• TASK ITEM:
Wherever pictures occur in the entries below, leave them out and retype the rest exactly.

[Data excerpts]
========================================

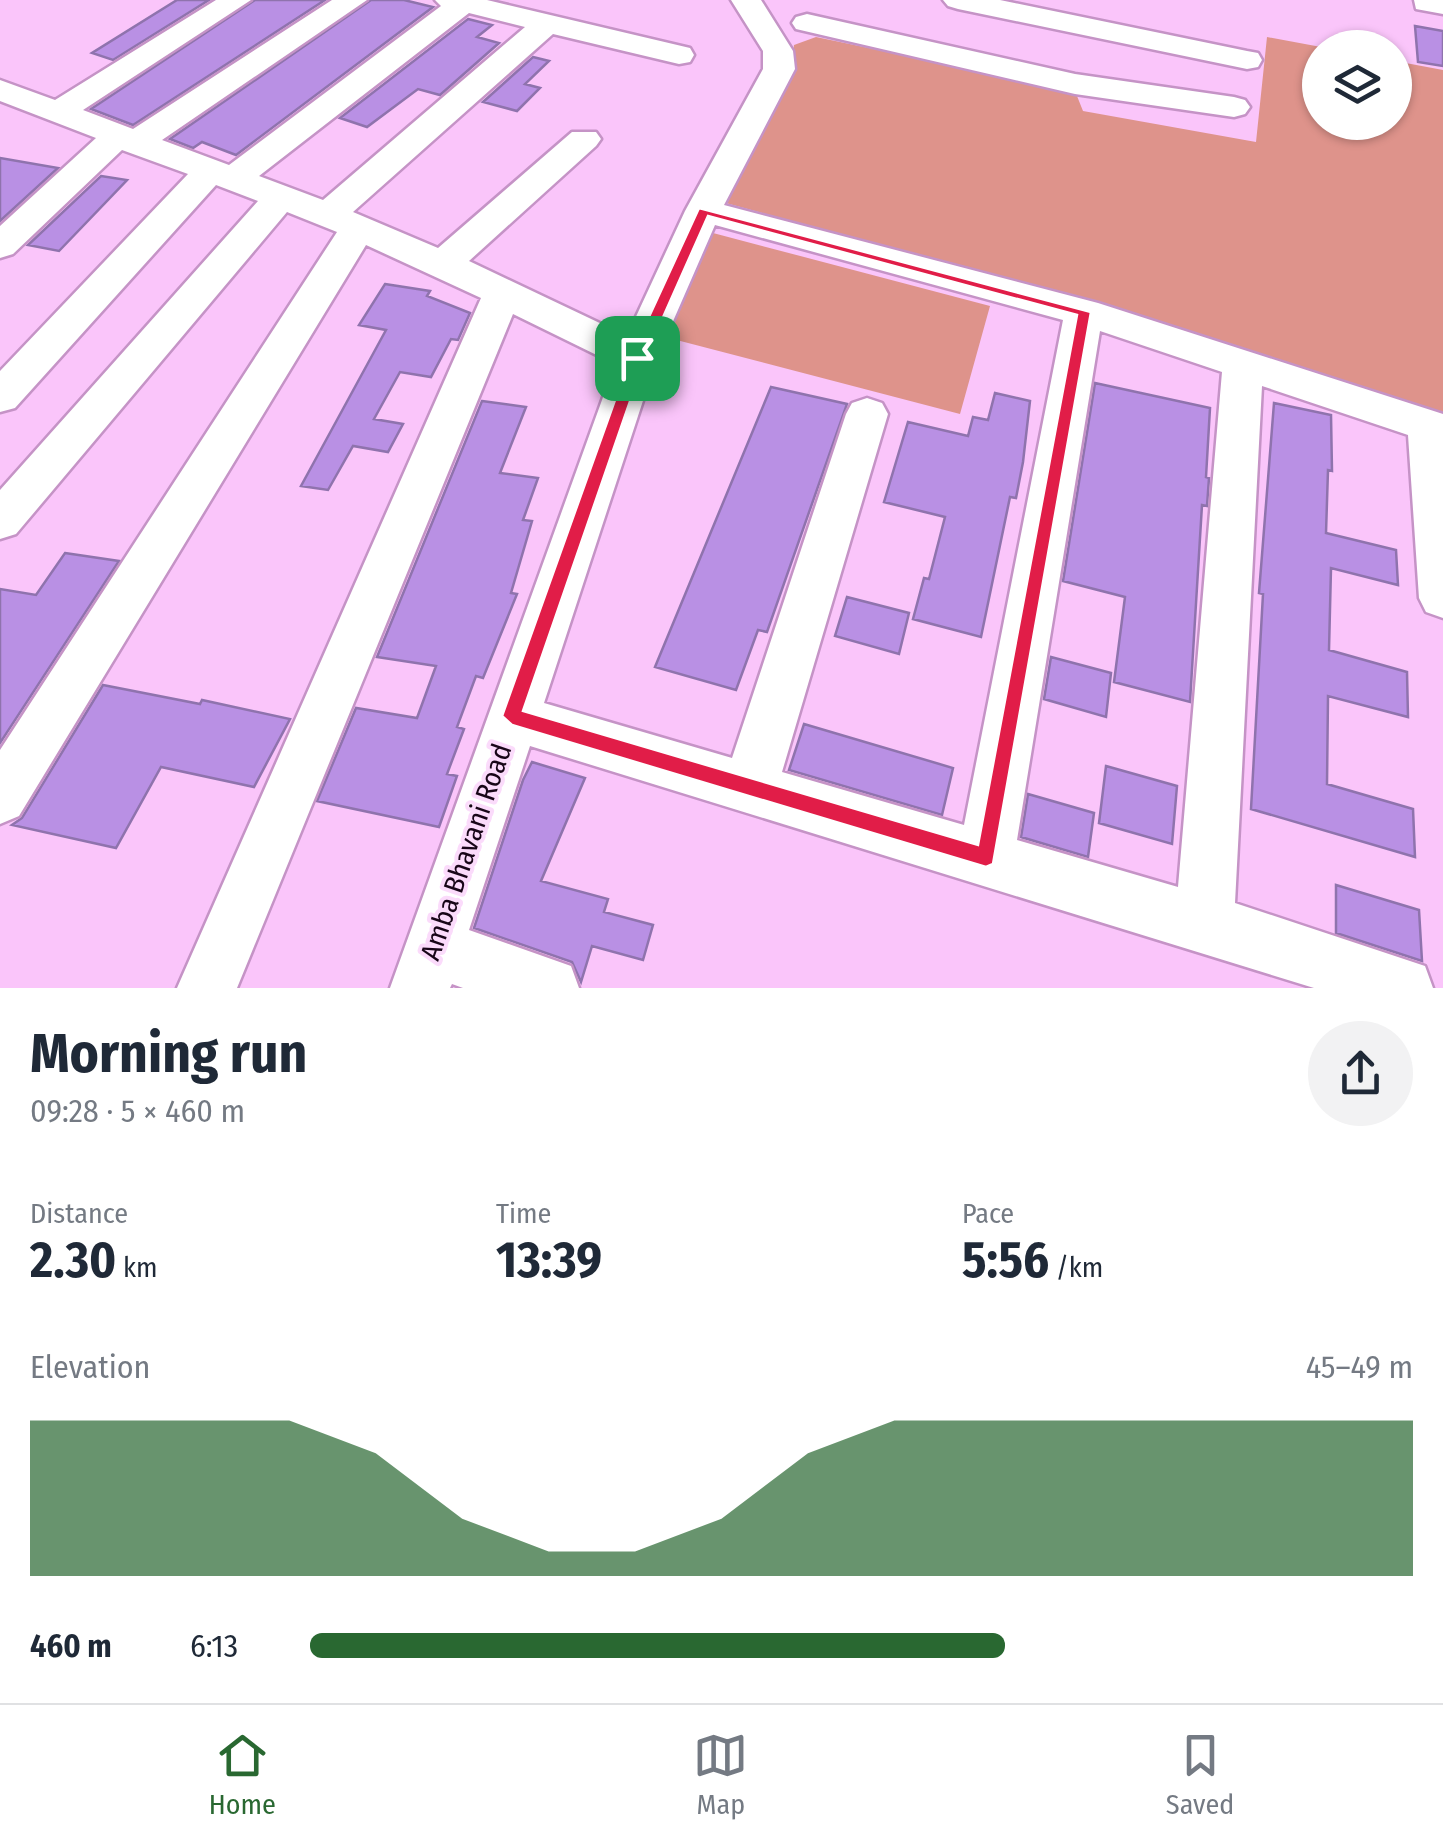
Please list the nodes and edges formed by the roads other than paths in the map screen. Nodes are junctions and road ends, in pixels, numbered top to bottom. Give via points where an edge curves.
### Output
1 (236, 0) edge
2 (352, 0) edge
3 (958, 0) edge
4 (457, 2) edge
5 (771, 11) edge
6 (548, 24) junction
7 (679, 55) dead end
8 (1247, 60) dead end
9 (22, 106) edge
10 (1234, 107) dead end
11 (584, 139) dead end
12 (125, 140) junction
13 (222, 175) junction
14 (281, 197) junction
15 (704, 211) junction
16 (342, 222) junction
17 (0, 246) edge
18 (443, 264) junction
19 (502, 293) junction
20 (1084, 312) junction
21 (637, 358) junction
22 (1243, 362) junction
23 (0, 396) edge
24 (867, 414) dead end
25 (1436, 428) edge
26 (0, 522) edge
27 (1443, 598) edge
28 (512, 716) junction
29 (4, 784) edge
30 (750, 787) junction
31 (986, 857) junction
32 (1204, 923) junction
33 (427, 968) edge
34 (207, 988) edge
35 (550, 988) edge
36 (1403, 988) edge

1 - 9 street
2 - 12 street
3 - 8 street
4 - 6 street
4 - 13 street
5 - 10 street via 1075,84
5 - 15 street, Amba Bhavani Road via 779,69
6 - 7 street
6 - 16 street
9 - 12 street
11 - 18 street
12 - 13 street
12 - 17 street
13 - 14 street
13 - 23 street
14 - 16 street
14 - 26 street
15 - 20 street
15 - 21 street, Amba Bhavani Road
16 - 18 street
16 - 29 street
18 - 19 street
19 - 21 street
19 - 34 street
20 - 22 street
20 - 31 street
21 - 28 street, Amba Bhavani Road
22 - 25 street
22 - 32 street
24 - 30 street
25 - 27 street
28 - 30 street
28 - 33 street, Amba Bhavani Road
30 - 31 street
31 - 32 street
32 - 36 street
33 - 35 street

========================================

• OUTPUT FOR THIS EXERCISE:
Please list the nodes and edges formed by the roads other than paths in the map screen. Nodes are junctions and road ends, in pixels, numbered top to bottom. Give via points where an edge curves.
### Output
1 (236, 0) edge
2 (352, 0) edge
3 (958, 0) edge
4 (457, 2) edge
5 (771, 11) edge
6 (548, 24) junction
7 (679, 55) dead end
8 (1247, 60) dead end
9 (22, 106) edge
10 (1234, 107) dead end
11 (584, 139) dead end
12 (125, 140) junction
13 (222, 175) junction
14 (281, 197) junction
15 (704, 211) junction
16 (342, 222) junction
17 (0, 246) edge
18 (443, 264) junction
19 (502, 293) junction
20 (1084, 312) junction
21 (637, 358) junction
22 (1243, 362) junction
23 (0, 396) edge
24 (867, 414) dead end
25 (1436, 428) edge
26 (0, 522) edge
27 (1443, 598) edge
28 (512, 716) junction
29 (4, 784) edge
30 (750, 787) junction
31 (986, 857) junction
32 (1204, 923) junction
33 (427, 968) edge
34 (207, 988) edge
35 (550, 988) edge
36 (1403, 988) edge

1 - 9 street
2 - 12 street
3 - 8 street
4 - 6 street
4 - 13 street
5 - 10 street via 1075,84
5 - 15 street, Amba Bhavani Road via 779,69
6 - 7 street
6 - 16 street
9 - 12 street
11 - 18 street
12 - 13 street
12 - 17 street
13 - 14 street
13 - 23 street
14 - 16 street
14 - 26 street
15 - 20 street
15 - 21 street, Amba Bhavani Road
16 - 18 street
16 - 29 street
18 - 19 street
19 - 21 street
19 - 34 street
20 - 22 street
20 - 31 street
21 - 28 street, Amba Bhavani Road
22 - 25 street
22 - 32 street
24 - 30 street
25 - 27 street
28 - 30 street
28 - 33 street, Amba Bhavani Road
30 - 31 street
31 - 32 street
32 - 36 street
33 - 35 street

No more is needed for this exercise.